One of the first victims was the Debian project, which disclosed a compromise on January 4. The Python project has also disclosed that its wiki site was broken into. Given the prevalence of the MoinMoin system, and the handy list of waiting victims deployed sites posted by the project, it seems almost certain that there are other compromised sites out there. Anybody running a MoinMoin 1.9.x site that has not yet been patched should probably stop wasting time reading this article and fix their site.

But where is that fix to come from? Most of us, most of the time, outsource the business of integrating security patches to our distributors. That is one of the biggest advantages of running a well-supported distribution: we do not need to stay on top of every single vulnerability that gets reported. It is sufficient to install updates from the distributors occasionally and all should be well thereafter.

As of this writing, only two distributors — Debian and Ubuntu — have issued advisories for the MoinMoin vulnerability. None of the others have put out a fix yet. Some distributors, naturally, have no need to do so; MoinMoin is not shipped in Red Hat Enterprise Linux (and the version in the EPEL repository is old enough to not be vulnerable, but also old enough to be unsupported and possibly subject to an unknown number of other problems). Neither SUSE nor openSUSE appear to ship MoinMoin at all. But others are still shipping a vulnerable version.

Fedora ships vulnerable version 1.9.5, for example; the vulnerability shows in the project's bug tracker, but no fix has yet been issued. The same applies to Gentoo; as of this writing, the bug entry suggests that an advisory is in the works, but it has not yet appeared. Linux Mint does not issue advisories at all; it's hard to say whether this distribution has picked up the fix or not. Anybody running Mandriva Linux is stuck with an old package, but that should be relatively low on their list of problems at this point.

Whether ten days (or more) is too long to wait for a fix for a huge security hole is, perhaps, a matter of perspective. In any case, users of a community distribution who are not paying for support have limited grounds for complaint. Community distributions have limited resources to put into security updates, especially during holiday periods, and a package like MoinMoin is not necessarily at the top of the priority list. Delays will happen, sometimes, though one would wish that they did not happen for problems of this magnitude.
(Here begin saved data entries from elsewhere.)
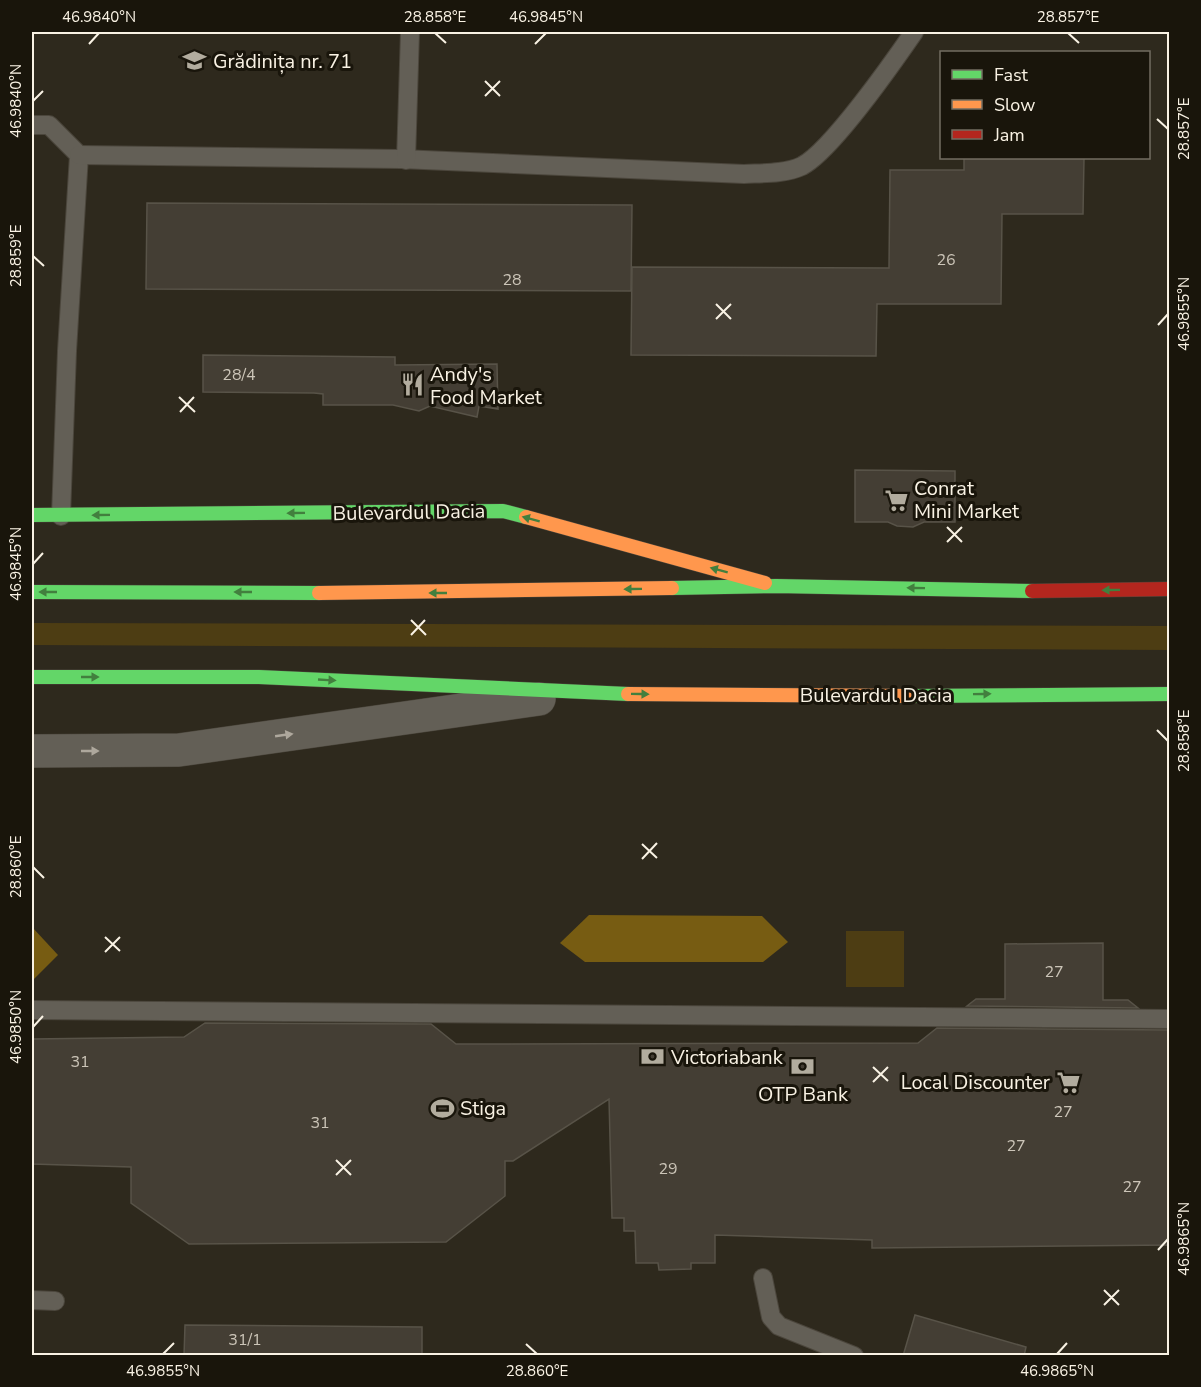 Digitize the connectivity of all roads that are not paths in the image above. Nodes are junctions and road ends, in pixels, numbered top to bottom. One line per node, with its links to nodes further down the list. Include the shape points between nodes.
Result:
1 (410, 32): 5 (lane)
2 (914, 32): 5 (lane, via 826,146 803,165 778,172 744,174)
3 (32, 125): 4 (lane, via 49,125)
4 (79, 155): 5 (lane); 7 (lane)
5 (406, 160)
6 (32, 515): 7 (main road, Bulevardul Dacia)
7 (61, 516): 8 (main road, Bulevardul Dacia, one-way to 7, via 503,511)
8 (776, 586): 9 (main road, Bulevardul Dacia, one-way to 8); 10 (main road, Bulevardul Dacia, one-way to 10, via 462,593)
9 (1170, 589)
10 (32, 592)
11 (32, 677): 12 (main road, Bulevardul Dacia, one-way to 12, via 259,677)
12 (582, 693): 14 (main road, Bulevardul Dacia, one-way to 14); 16 (street, Bulevardul Dacia, one-way to 12, via 179,750)
13 (1170, 694): 14 (main road, Bulevardul Dacia)
14 (1139, 695): 15 (main road)
15 (1170, 704)
16 (32, 751)
17 (32, 1010): 18 (lane)
18 (1170, 1018)
19 (763, 1278): 22 (lane, via 771,1317 779,1326)
20 (32, 1300): 21 (lane)
21 (55, 1301)
22 (854, 1356)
Perhaps what is needed is a way for distributors to inform users of important vulnerabilities that cannot be immediately fixed. In this case, there are workarounds that a MoinMoin administrator can apply to secure a system (see the MoinMoin security fixes page for details) until a proper patch can be applied — but the administrator has to know that (1) there is a problem, and (2) a short-term workaround exists. If a distributor is unable to issue a timely advisory with a fix, perhaps they should at least consider issuing an advisory with a warning and any useful information that may be available?

Rough ride for rails

The Ruby on Rails project disclosed an SQL injection vulnerability on January 2, though the fact that this vulnerability already was known as CVE-2012-5664 suggests that it had been discovered earlier than that. On January 8, the project followed up with advisories for CVE-2013-0155 and CVE-2013-0156, the latter of which exposes most Rails-based sites to code-execution attacks. Thus far, the only distribution to issue updates is Debian. Most community distributions ship a version of Rails, and they are all shipping a vulnerable version as of this writing.

Once again, the advisories from the Rails project include workarounds for those who cannot immediately update their systems. Rails site administrators should be tuned into those advisories, but some certainly are not. Once again, an early warning from distributors might well save some of their users from considerable grief. Distributors are certainly aware of the problems and their workarounds, and they have a unique communication channel to their users. Perhaps, in cases where a fix cannot be made available right away, some sort of heads-up message could be sent out?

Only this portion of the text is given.